● About this task
Copy the listing below in full, exactly as given.

● Supplied material

▶

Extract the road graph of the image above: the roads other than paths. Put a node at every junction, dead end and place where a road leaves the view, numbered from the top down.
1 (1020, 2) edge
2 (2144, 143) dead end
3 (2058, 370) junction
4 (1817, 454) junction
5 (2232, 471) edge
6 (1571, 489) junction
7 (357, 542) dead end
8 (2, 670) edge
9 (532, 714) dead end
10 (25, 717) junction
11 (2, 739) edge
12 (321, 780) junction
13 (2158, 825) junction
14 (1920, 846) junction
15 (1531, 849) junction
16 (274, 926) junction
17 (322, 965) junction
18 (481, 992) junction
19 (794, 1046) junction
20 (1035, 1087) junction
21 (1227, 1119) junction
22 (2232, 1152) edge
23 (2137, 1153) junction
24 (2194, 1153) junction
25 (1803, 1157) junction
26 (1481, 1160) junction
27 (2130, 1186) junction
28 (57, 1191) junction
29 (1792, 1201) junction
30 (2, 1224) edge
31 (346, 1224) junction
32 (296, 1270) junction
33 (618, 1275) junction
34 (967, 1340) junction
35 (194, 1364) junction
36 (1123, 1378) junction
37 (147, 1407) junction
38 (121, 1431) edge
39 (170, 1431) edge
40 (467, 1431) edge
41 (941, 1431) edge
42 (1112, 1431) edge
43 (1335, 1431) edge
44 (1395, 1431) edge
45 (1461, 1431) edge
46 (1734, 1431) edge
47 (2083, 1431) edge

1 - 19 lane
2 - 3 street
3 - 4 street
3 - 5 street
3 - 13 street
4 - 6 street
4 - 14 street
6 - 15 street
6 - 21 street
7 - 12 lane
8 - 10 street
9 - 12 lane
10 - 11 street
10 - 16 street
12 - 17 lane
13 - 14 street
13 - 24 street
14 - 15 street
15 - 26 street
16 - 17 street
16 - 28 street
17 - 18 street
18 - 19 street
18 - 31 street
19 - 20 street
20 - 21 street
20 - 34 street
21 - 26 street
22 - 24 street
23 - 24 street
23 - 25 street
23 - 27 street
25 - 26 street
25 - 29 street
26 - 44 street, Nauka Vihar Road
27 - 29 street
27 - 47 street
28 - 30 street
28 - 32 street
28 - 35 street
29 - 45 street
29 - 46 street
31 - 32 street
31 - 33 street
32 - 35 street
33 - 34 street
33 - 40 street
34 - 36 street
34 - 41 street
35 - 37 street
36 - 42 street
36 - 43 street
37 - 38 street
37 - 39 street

◀

● Response below
Extract the road graph of the image above: the roads other than paths. Put a node at every junction, dead end and place where a road leaves the view, numbered from the top down.
1 (1020, 2) edge
2 (2144, 143) dead end
3 (2058, 370) junction
4 (1817, 454) junction
5 (2232, 471) edge
6 (1571, 489) junction
7 (357, 542) dead end
8 (2, 670) edge
9 (532, 714) dead end
10 (25, 717) junction
11 (2, 739) edge
12 (321, 780) junction
13 (2158, 825) junction
14 (1920, 846) junction
15 (1531, 849) junction
16 (274, 926) junction
17 (322, 965) junction
18 (481, 992) junction
19 (794, 1046) junction
20 (1035, 1087) junction
21 (1227, 1119) junction
22 (2232, 1152) edge
23 (2137, 1153) junction
24 (2194, 1153) junction
25 (1803, 1157) junction
26 (1481, 1160) junction
27 (2130, 1186) junction
28 (57, 1191) junction
29 (1792, 1201) junction
30 (2, 1224) edge
31 (346, 1224) junction
32 (296, 1270) junction
33 (618, 1275) junction
34 (967, 1340) junction
35 (194, 1364) junction
36 (1123, 1378) junction
37 (147, 1407) junction
38 (121, 1431) edge
39 (170, 1431) edge
40 (467, 1431) edge
41 (941, 1431) edge
42 (1112, 1431) edge
43 (1335, 1431) edge
44 (1395, 1431) edge
45 (1461, 1431) edge
46 (1734, 1431) edge
47 (2083, 1431) edge

1 - 19 lane
2 - 3 street
3 - 4 street
3 - 5 street
3 - 13 street
4 - 6 street
4 - 14 street
6 - 15 street
6 - 21 street
7 - 12 lane
8 - 10 street
9 - 12 lane
10 - 11 street
10 - 16 street
12 - 17 lane
13 - 14 street
13 - 24 street
14 - 15 street
15 - 26 street
16 - 17 street
16 - 28 street
17 - 18 street
18 - 19 street
18 - 31 street
19 - 20 street
20 - 21 street
20 - 34 street
21 - 26 street
22 - 24 street
23 - 24 street
23 - 25 street
23 - 27 street
25 - 26 street
25 - 29 street
26 - 44 street, Nauka Vihar Road
27 - 29 street
27 - 47 street
28 - 30 street
28 - 32 street
28 - 35 street
29 - 45 street
29 - 46 street
31 - 32 street
31 - 33 street
32 - 35 street
33 - 34 street
33 - 40 street
34 - 36 street
34 - 41 street
35 - 37 street
36 - 42 street
36 - 43 street
37 - 38 street
37 - 39 street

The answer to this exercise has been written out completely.